事業で使う社名・商品名・サービス名・ロゴを長く使う予定なら、登録を検討する価値があります。商標登録をしておくと、その名称・マークを独占的に使え、他社の模倣を排除できます。逆に登録していないと、後から他社に同じ名称を登録され、自社が使えなくなるリスクもあります。日本は『先に出願した人』が優先される先願主義のため、早めの検討が大切です。

著作権と商標権はどう違いますか?

著作権は、創作した時点で自動的に発生する権利で、文章・写真・イラスト・音楽などの『表現』を保護します(登録不要)。商標権は、特許庁に出願・登録して初めて発生する権利で、商品・サービスを区別するための『名称やロゴマーク』を保護します。

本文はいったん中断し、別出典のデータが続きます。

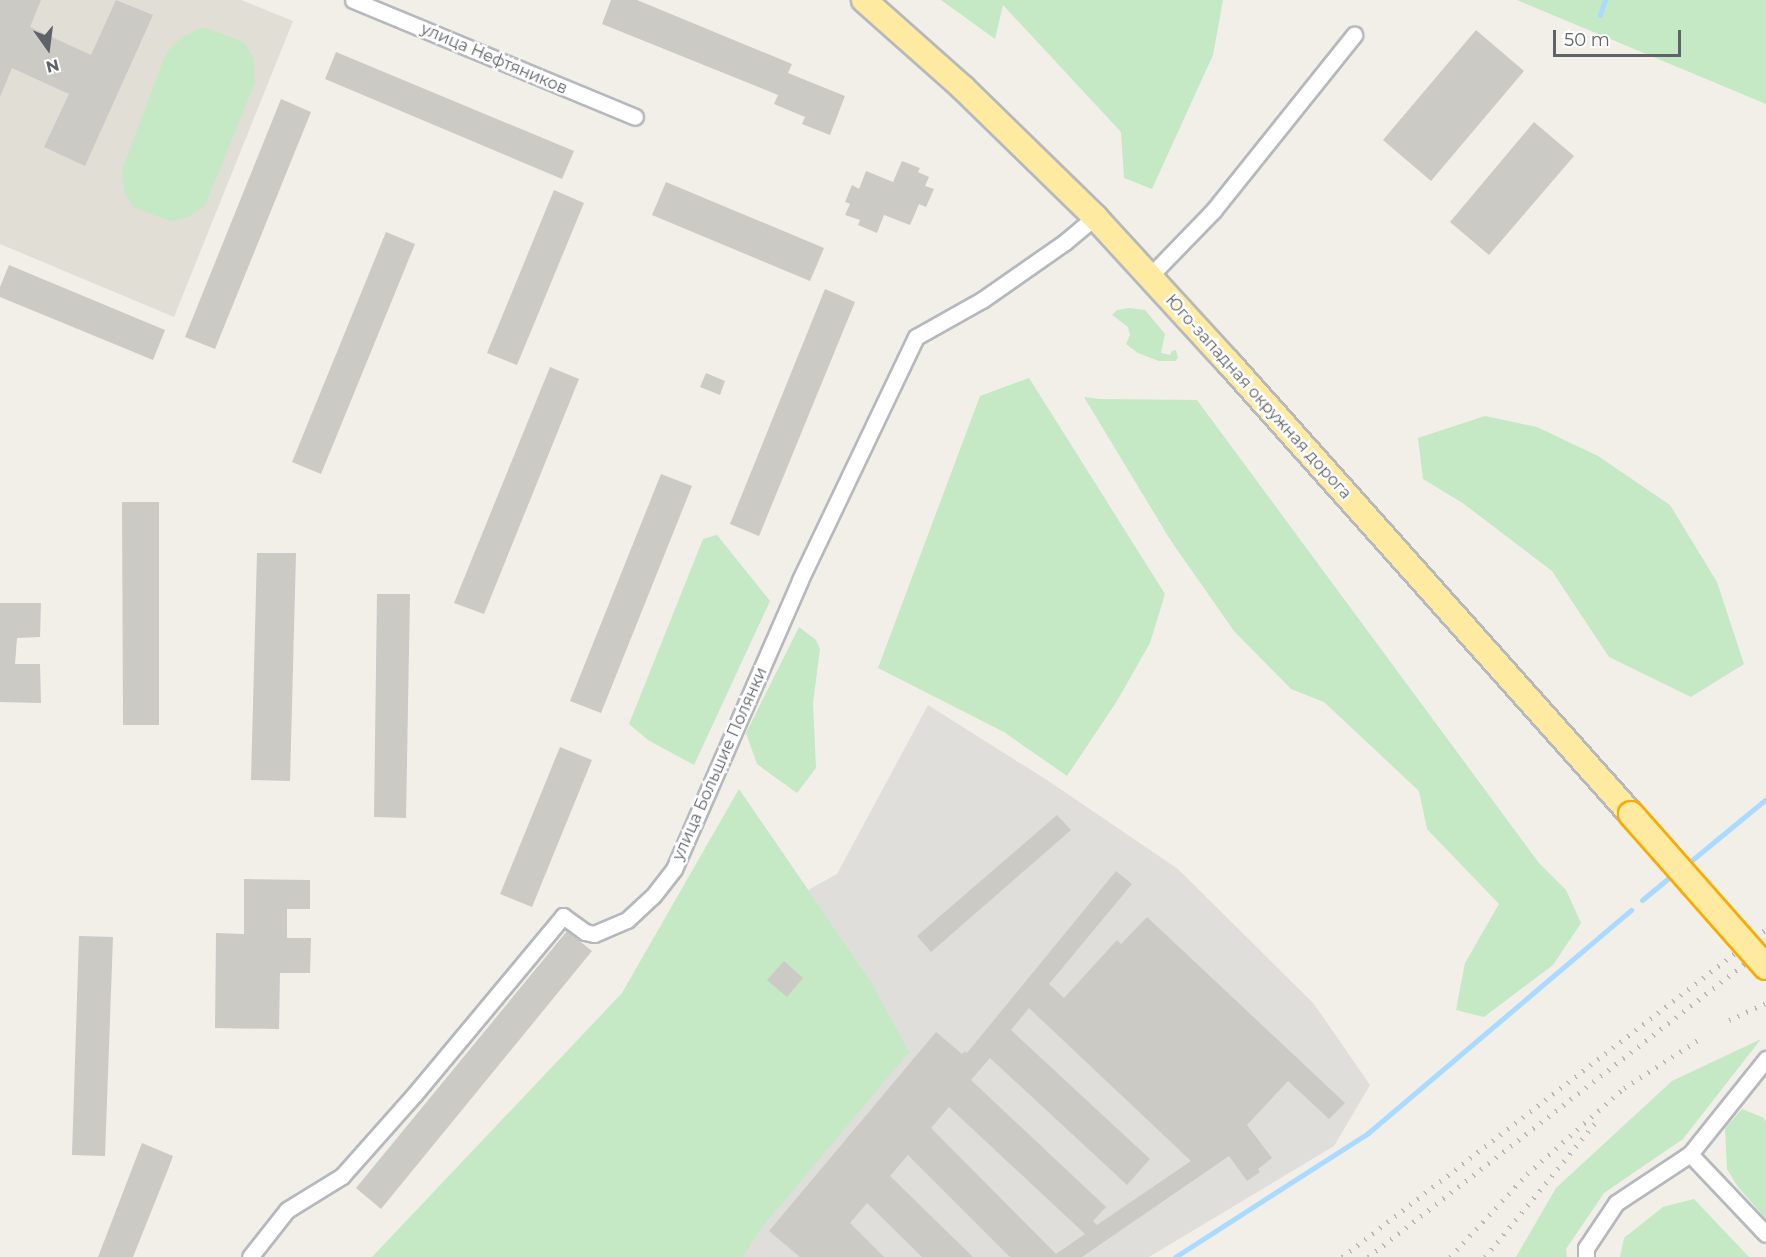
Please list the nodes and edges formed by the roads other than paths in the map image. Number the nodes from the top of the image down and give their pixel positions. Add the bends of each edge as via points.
1 (352, 0) edge
2 (864, 0) edge
3 (1354, 35) dead end
4 (635, 117) dead end
5 (1095, 217) junction
6 (1150, 276) junction
7 (1766, 967) edge
8 (1766, 1059) edge
9 (1690, 1154) junction
10 (1766, 1234) edge
11 (250, 1257) edge
12 (1586, 1257) edge

1 - 4 street, улица Нефтяников
2 - 5 highway, Юго-западная окружная дорога via 963,88
3 - 6 street via 1213,211
5 - 6 highway, Юго-западная окружная дорога
5 - 11 street, улица Большие Полянки via 982,300 915,337 800,580 674,869 653,896 627,920 594,934 563,916 342,1176 287,1210
6 - 7 highway, Юго-западная окружная дорога, bridge
8 - 9 street
9 - 10 street
9 - 12 street via 1616,1203 1586,1248

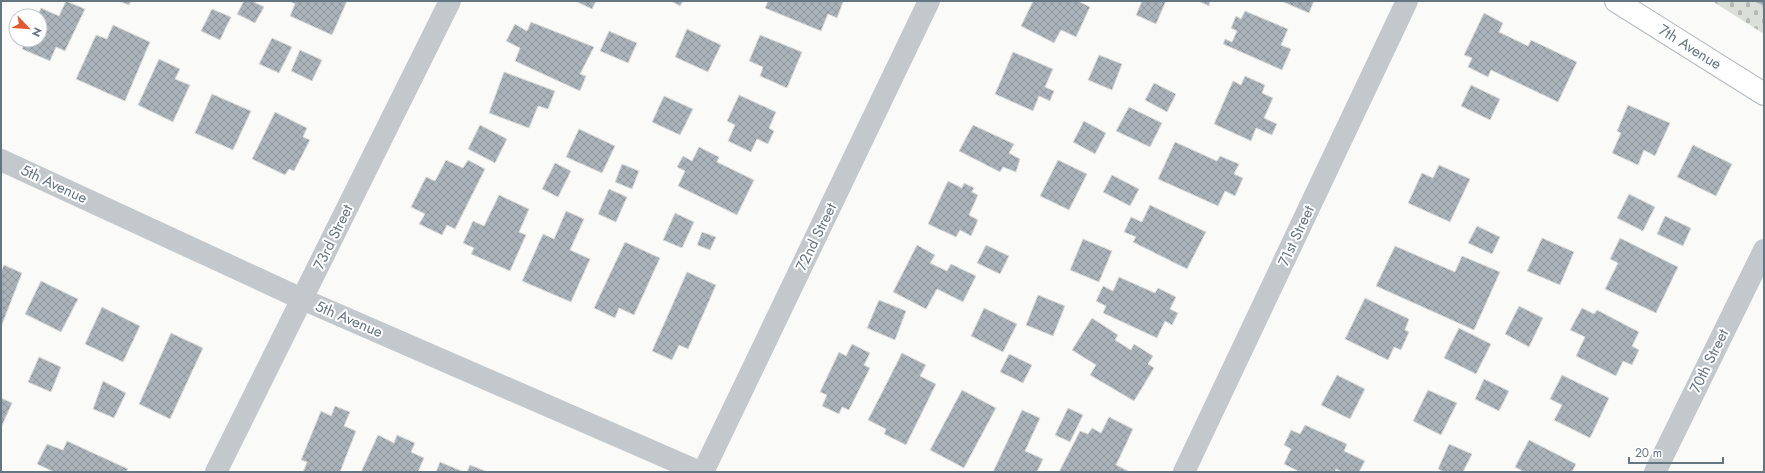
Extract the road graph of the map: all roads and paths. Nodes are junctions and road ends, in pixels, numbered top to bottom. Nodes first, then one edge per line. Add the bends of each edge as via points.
1 (450, 1) edge
2 (929, 1) edge
3 (1407, 1) edge
4 (1616, 1) edge
5 (1764, 94) edge
6 (1, 160) edge
7 (1764, 250) edge
8 (302, 299) junction
9 (216, 472) edge
10 (700, 472) edge
11 (704, 472) edge
12 (1184, 472) edge
13 (1654, 472) edge

1 - 8 street, 73rd Street
2 - 11 street, 72nd Street
3 - 12 street, 71st Street
4 - 5 street, 7th Avenue
6 - 8 street, 5th Avenue
7 - 13 street, 70th Street
8 - 9 street, 73rd Street
8 - 10 street, 5th Avenue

ブランド名やロゴを独占的に使いたいなら商標登録、制作物そのものの利用は著作権、と役割が異なります。

商標登録は自分でできますか?

自分で特許庁へ出願することも可能ですが、『どの区分で出すか』『既に似た商標がないか』の調査や、拒絶された場合の対応など、専門的な判断が必要な場面が多くあります。重要なブランドや、確実に登録したい場合は、弁理士に相談・依頼するのが安心です。費用はかかりますが、登録の確実性とリスク回避につながります。